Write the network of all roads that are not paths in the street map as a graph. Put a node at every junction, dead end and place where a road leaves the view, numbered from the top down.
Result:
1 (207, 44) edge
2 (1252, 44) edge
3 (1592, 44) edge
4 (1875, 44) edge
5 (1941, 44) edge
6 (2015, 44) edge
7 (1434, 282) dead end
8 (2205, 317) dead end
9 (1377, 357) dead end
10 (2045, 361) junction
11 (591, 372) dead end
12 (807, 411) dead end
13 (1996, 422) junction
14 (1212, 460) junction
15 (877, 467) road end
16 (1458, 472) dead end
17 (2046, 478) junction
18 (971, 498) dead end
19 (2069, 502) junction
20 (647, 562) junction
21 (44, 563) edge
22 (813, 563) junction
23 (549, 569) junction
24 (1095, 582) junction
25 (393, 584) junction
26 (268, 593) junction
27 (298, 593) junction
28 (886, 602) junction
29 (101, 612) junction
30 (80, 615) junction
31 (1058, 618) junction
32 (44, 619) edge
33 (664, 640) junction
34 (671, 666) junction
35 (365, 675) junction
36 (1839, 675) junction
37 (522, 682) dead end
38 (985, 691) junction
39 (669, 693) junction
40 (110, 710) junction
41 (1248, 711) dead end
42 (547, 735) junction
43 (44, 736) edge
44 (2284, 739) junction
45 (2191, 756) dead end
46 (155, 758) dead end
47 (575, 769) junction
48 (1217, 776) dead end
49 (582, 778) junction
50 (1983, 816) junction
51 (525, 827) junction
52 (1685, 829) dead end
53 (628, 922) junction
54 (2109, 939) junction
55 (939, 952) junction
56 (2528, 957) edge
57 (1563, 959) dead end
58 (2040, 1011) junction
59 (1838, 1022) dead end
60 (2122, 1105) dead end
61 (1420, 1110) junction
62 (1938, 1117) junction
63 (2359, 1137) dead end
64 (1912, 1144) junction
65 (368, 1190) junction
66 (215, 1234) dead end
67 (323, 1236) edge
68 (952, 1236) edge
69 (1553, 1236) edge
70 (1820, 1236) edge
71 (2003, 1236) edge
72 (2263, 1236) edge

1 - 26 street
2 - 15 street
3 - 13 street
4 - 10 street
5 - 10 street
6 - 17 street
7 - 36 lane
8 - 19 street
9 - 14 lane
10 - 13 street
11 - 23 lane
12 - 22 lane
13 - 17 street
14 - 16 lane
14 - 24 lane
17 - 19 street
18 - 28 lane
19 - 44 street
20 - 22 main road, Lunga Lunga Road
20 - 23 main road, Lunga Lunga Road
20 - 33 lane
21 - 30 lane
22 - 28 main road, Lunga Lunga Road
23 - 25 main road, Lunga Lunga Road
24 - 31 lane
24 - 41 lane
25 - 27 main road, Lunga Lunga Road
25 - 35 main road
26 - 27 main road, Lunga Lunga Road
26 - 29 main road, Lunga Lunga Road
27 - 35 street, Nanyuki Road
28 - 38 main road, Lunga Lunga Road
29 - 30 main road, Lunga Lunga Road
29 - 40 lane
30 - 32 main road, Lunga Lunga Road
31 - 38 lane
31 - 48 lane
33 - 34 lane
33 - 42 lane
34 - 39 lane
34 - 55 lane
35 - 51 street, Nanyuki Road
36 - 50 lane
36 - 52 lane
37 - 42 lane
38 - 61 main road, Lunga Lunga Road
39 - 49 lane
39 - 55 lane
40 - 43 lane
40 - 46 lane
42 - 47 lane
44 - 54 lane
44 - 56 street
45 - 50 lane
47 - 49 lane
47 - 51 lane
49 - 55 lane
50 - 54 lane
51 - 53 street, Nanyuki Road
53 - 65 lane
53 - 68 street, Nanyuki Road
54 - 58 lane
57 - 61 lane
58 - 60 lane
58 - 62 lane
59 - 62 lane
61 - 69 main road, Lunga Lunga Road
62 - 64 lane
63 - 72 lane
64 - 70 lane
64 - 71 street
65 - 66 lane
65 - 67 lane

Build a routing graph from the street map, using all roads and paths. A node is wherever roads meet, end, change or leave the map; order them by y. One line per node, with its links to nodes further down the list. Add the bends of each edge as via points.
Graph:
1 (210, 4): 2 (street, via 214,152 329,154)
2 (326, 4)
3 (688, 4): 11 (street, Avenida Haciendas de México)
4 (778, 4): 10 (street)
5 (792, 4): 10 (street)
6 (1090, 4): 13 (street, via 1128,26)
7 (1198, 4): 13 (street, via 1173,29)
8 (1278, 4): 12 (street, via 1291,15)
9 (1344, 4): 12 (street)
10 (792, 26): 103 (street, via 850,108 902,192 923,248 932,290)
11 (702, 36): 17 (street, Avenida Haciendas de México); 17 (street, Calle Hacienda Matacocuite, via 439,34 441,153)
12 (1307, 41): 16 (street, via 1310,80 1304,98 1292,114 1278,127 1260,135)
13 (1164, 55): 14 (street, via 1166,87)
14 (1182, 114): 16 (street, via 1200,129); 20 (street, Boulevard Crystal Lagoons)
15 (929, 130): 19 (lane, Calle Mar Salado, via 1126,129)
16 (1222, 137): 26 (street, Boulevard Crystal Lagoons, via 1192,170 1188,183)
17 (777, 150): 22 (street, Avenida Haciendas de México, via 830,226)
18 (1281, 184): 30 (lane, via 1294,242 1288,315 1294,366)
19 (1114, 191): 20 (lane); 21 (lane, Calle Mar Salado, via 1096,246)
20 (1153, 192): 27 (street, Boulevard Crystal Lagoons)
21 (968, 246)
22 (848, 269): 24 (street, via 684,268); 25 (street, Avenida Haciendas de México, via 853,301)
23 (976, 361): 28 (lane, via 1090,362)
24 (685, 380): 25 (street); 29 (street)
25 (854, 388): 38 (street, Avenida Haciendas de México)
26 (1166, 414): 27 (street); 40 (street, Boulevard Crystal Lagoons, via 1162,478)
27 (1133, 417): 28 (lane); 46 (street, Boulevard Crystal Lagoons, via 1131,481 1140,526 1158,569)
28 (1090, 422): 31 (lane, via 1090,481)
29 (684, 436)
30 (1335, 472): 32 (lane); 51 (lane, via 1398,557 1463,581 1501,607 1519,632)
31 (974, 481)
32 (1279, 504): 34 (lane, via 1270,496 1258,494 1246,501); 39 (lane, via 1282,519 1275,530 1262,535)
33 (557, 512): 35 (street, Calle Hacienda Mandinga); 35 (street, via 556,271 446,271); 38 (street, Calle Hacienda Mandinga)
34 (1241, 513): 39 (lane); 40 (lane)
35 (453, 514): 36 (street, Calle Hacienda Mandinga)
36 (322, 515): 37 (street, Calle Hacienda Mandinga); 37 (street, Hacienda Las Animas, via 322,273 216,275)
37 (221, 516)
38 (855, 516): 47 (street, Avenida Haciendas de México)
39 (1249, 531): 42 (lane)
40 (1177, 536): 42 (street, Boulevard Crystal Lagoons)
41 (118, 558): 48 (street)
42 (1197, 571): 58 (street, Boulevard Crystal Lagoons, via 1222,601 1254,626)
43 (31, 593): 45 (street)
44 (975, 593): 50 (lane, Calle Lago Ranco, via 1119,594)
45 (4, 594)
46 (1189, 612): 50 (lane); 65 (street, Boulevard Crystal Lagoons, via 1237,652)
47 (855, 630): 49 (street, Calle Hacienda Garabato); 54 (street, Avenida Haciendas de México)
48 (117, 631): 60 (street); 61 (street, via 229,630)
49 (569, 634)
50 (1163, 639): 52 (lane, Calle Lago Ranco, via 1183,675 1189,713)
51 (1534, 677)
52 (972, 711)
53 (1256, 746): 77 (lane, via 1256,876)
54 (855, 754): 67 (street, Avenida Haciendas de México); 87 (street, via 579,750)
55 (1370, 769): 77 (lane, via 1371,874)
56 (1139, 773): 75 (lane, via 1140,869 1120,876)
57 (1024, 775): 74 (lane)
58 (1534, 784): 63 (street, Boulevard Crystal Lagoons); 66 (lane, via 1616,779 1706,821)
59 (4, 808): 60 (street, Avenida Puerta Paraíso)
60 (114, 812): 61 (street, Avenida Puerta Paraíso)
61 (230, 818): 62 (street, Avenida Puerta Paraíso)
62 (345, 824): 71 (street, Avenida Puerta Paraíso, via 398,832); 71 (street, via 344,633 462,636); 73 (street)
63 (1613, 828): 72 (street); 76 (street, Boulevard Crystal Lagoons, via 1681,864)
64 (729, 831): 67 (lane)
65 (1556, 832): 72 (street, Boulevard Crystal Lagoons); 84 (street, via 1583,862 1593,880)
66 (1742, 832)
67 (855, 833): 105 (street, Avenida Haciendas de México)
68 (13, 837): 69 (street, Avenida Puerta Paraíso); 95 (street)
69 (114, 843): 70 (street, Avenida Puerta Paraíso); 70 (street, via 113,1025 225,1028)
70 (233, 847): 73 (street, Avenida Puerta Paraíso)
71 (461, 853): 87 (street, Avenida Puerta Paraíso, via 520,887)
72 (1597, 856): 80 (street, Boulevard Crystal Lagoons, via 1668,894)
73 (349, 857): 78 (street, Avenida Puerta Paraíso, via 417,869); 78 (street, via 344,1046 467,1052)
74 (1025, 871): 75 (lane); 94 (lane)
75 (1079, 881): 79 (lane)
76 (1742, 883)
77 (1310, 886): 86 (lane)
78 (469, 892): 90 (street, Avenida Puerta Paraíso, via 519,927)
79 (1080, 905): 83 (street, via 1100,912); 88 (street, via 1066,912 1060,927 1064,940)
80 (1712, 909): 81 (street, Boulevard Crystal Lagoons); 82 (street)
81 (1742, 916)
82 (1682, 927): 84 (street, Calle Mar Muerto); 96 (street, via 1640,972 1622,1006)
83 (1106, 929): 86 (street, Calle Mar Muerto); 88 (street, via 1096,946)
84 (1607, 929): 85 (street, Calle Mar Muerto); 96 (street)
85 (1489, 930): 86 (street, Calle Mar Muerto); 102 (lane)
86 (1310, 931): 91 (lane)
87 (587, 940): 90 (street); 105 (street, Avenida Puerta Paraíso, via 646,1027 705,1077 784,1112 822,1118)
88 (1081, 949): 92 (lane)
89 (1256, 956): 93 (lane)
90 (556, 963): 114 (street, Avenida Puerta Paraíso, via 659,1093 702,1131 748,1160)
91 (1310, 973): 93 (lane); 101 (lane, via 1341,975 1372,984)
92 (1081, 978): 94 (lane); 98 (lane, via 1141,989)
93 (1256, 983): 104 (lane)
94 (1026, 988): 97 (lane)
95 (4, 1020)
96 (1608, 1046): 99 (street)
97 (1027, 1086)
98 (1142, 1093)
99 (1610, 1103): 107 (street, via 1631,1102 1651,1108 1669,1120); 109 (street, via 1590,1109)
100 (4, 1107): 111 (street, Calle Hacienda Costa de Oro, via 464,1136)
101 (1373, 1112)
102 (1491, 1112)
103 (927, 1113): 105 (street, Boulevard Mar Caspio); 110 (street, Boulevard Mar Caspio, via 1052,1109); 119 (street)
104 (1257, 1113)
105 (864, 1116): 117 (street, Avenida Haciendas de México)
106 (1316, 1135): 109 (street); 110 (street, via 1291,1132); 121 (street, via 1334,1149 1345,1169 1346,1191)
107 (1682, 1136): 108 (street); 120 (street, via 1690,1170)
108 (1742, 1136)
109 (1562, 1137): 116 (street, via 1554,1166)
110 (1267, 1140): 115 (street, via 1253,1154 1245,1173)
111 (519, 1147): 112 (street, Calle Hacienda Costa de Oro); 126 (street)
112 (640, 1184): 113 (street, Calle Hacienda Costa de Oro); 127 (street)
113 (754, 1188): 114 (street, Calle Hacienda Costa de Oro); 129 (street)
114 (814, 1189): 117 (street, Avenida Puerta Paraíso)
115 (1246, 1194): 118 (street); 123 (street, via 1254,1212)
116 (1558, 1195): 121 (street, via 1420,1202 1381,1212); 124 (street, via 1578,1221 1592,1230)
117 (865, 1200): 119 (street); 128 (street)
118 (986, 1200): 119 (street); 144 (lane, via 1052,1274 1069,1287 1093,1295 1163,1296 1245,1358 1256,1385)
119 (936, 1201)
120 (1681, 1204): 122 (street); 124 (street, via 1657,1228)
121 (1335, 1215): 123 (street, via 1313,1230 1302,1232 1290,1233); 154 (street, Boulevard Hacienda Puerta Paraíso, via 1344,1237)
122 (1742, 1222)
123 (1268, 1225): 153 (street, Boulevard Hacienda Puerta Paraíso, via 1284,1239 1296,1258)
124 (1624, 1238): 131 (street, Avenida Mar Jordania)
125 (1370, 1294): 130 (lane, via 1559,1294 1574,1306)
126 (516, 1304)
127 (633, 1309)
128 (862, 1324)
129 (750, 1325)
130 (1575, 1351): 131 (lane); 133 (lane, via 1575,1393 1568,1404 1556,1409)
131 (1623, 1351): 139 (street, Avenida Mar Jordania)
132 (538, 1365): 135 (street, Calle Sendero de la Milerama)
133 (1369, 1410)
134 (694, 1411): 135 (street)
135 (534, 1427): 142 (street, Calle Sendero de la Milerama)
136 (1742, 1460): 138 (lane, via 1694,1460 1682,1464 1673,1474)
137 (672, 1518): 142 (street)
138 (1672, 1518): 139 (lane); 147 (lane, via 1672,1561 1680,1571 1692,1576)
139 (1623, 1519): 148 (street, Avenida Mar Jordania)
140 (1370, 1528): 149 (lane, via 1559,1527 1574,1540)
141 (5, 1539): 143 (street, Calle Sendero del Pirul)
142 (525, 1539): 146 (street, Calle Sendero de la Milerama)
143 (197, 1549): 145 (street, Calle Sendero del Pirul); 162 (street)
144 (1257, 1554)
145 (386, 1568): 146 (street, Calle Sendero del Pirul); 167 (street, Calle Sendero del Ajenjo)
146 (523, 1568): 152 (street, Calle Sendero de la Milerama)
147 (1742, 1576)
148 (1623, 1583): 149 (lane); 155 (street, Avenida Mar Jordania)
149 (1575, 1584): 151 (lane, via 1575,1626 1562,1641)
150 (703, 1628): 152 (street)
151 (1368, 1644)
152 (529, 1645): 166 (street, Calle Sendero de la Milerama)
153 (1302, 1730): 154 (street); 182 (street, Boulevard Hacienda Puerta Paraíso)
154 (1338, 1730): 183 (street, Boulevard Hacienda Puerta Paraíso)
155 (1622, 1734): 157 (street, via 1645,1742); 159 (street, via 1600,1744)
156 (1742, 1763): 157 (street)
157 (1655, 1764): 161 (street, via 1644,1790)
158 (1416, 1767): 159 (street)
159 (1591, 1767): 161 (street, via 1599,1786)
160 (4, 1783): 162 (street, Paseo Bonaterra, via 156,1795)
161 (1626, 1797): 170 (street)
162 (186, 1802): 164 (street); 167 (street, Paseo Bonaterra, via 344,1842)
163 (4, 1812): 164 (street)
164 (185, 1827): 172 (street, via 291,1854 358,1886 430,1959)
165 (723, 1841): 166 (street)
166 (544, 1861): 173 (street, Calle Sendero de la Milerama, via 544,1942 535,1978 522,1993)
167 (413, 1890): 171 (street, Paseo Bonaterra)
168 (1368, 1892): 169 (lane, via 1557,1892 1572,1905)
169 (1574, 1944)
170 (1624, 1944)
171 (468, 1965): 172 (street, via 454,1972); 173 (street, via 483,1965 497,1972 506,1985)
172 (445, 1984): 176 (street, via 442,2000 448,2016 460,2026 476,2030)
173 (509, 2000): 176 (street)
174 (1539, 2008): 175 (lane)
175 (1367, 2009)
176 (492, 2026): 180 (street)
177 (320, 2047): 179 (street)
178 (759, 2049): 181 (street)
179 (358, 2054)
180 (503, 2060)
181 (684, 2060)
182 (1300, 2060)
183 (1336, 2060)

^^^^^^^^

§ **REQUIRED WORK**: Once you have located every line with the word "Lunga" in the material above, list those lines.

§ **RESULT OF THIS TASK**:
20 - 22 main road, Lunga Lunga Road
20 - 23 main road, Lunga Lunga Road
22 - 28 main road, Lunga Lunga Road
23 - 25 main road, Lunga Lunga Road
25 - 27 main road, Lunga Lunga Road
26 - 27 main road, Lunga Lunga Road
26 - 29 main road, Lunga Lunga Road
28 - 38 main road, Lunga Lunga Road
29 - 30 main road, Lunga Lunga Road
30 - 32 main road, Lunga Lunga Road
38 - 61 main road, Lunga Lunga Road
61 - 69 main road, Lunga Lunga Road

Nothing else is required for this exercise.